◆ Exercise: Return the following data exactly, with all pictures left out.

◆ Given data:
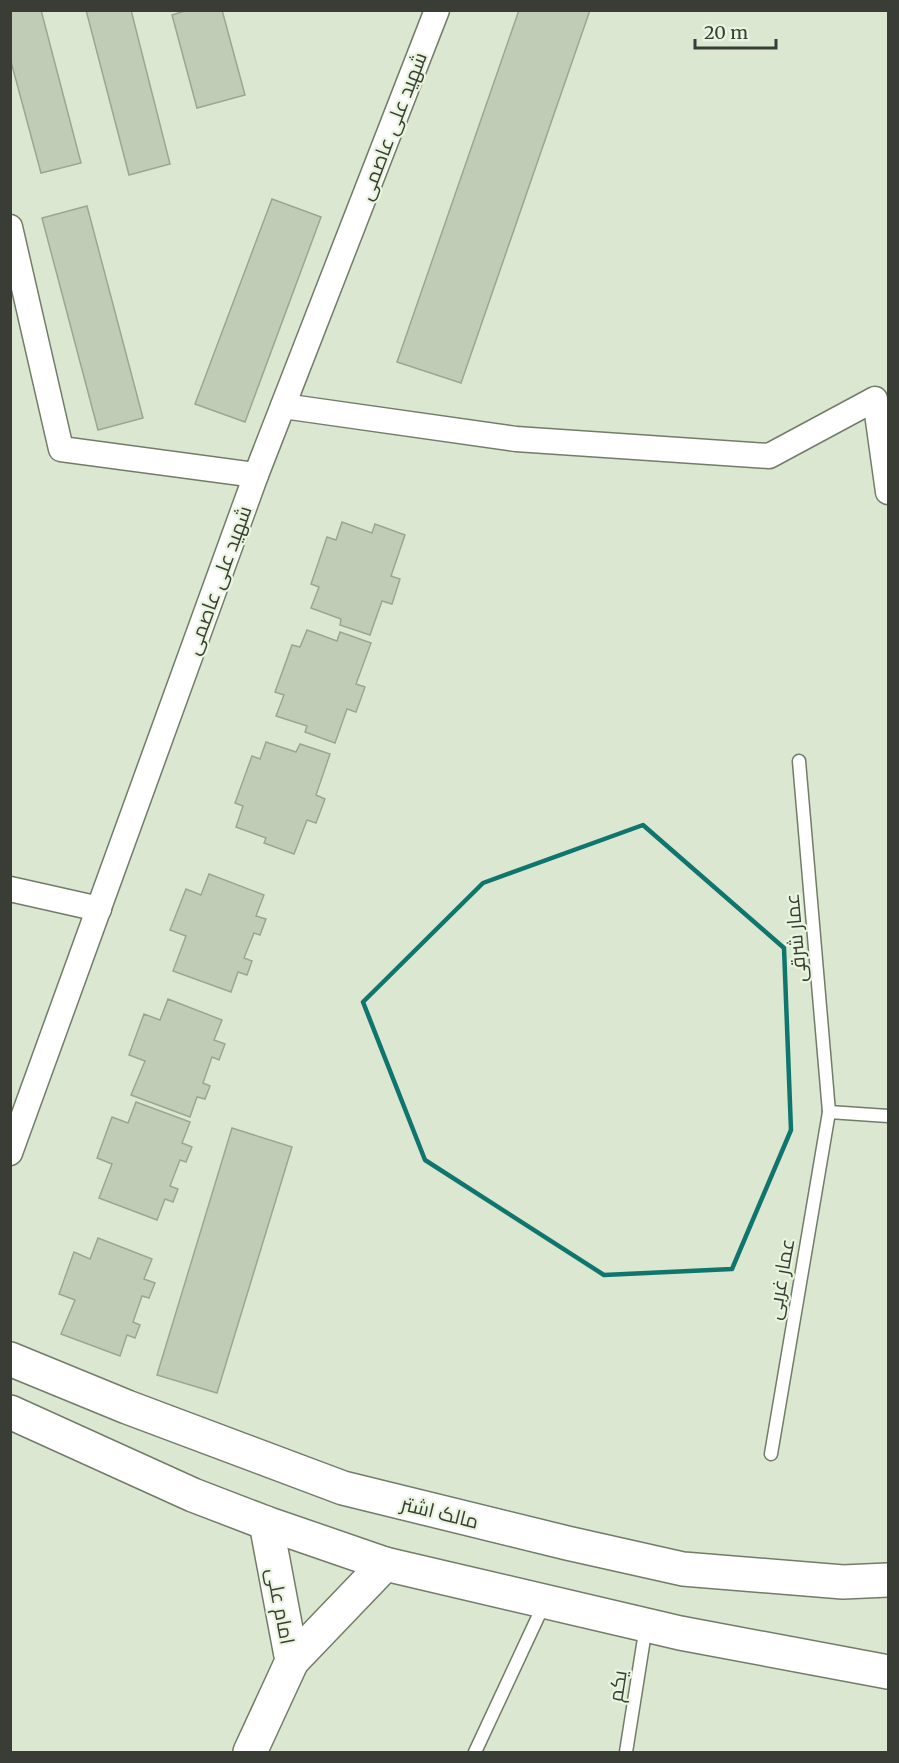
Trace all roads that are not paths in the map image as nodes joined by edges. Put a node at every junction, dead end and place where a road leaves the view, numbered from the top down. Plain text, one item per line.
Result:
1 (437, 10) edge
2 (10, 227) edge
3 (283, 406) junction
4 (256, 475) junction
5 (888, 492) edge
6 (799, 761) dead end
7 (10, 889) edge
8 (99, 909) junction
9 (829, 1112) junction
10 (888, 1116) edge
11 (10, 1154) edge
12 (10, 1359) edge
13 (10, 1412) edge
14 (771, 1454) dead end
15 (266, 1523) junction
16 (385, 1564) junction
17 (888, 1580) edge
18 (545, 1602) junction
19 (646, 1625) junction
20 (292, 1661) junction
21 (888, 1672) edge
22 (250, 1752) edge
23 (475, 1752) edge
24 (626, 1752) edge

1 - 3 street, شهید علی عاصمی
2 - 4 street
3 - 4 street, شهید علی عاصمی
3 - 5 street
4 - 8 street, شهید علی عاصمی
6 - 9 lane, عمار شرقی
7 - 8 street
8 - 11 street, شهید علی عاصمی
9 - 10 lane
9 - 14 lane, عمار غربی
12 - 17 main road, مالک اشتر
13 - 15 main road
15 - 16 main road
15 - 20 main road, امام علی
16 - 18 main road
16 - 20 main road
18 - 19 main road
18 - 23 lane
19 - 21 main road
19 - 24 lane, یکم
20 - 22 main road, امام علی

◆ Reply:
Trace all roads that are not paths in the map image as nodes joined by edges. Put a node at every junction, dead end and place where a road leaves the view, numbered from the top down. Plain text, one item per line.
Result:
1 (437, 10) edge
2 (10, 227) edge
3 (283, 406) junction
4 (256, 475) junction
5 (888, 492) edge
6 (799, 761) dead end
7 (10, 889) edge
8 (99, 909) junction
9 (829, 1112) junction
10 (888, 1116) edge
11 (10, 1154) edge
12 (10, 1359) edge
13 (10, 1412) edge
14 (771, 1454) dead end
15 (266, 1523) junction
16 (385, 1564) junction
17 (888, 1580) edge
18 (545, 1602) junction
19 (646, 1625) junction
20 (292, 1661) junction
21 (888, 1672) edge
22 (250, 1752) edge
23 (475, 1752) edge
24 (626, 1752) edge

1 - 3 street, شهید علی عاصمی
2 - 4 street
3 - 4 street, شهید علی عاصمی
3 - 5 street
4 - 8 street, شهید علی عاصمی
6 - 9 lane, عمار شرقی
7 - 8 street
8 - 11 street, شهید علی عاصمی
9 - 10 lane
9 - 14 lane, عمار غربی
12 - 17 main road, مالک اشتر
13 - 15 main road
15 - 16 main road
15 - 20 main road, امام علی
16 - 18 main road
16 - 20 main road
18 - 19 main road
18 - 23 lane
19 - 21 main road
19 - 24 lane, یکم
20 - 22 main road, امام علی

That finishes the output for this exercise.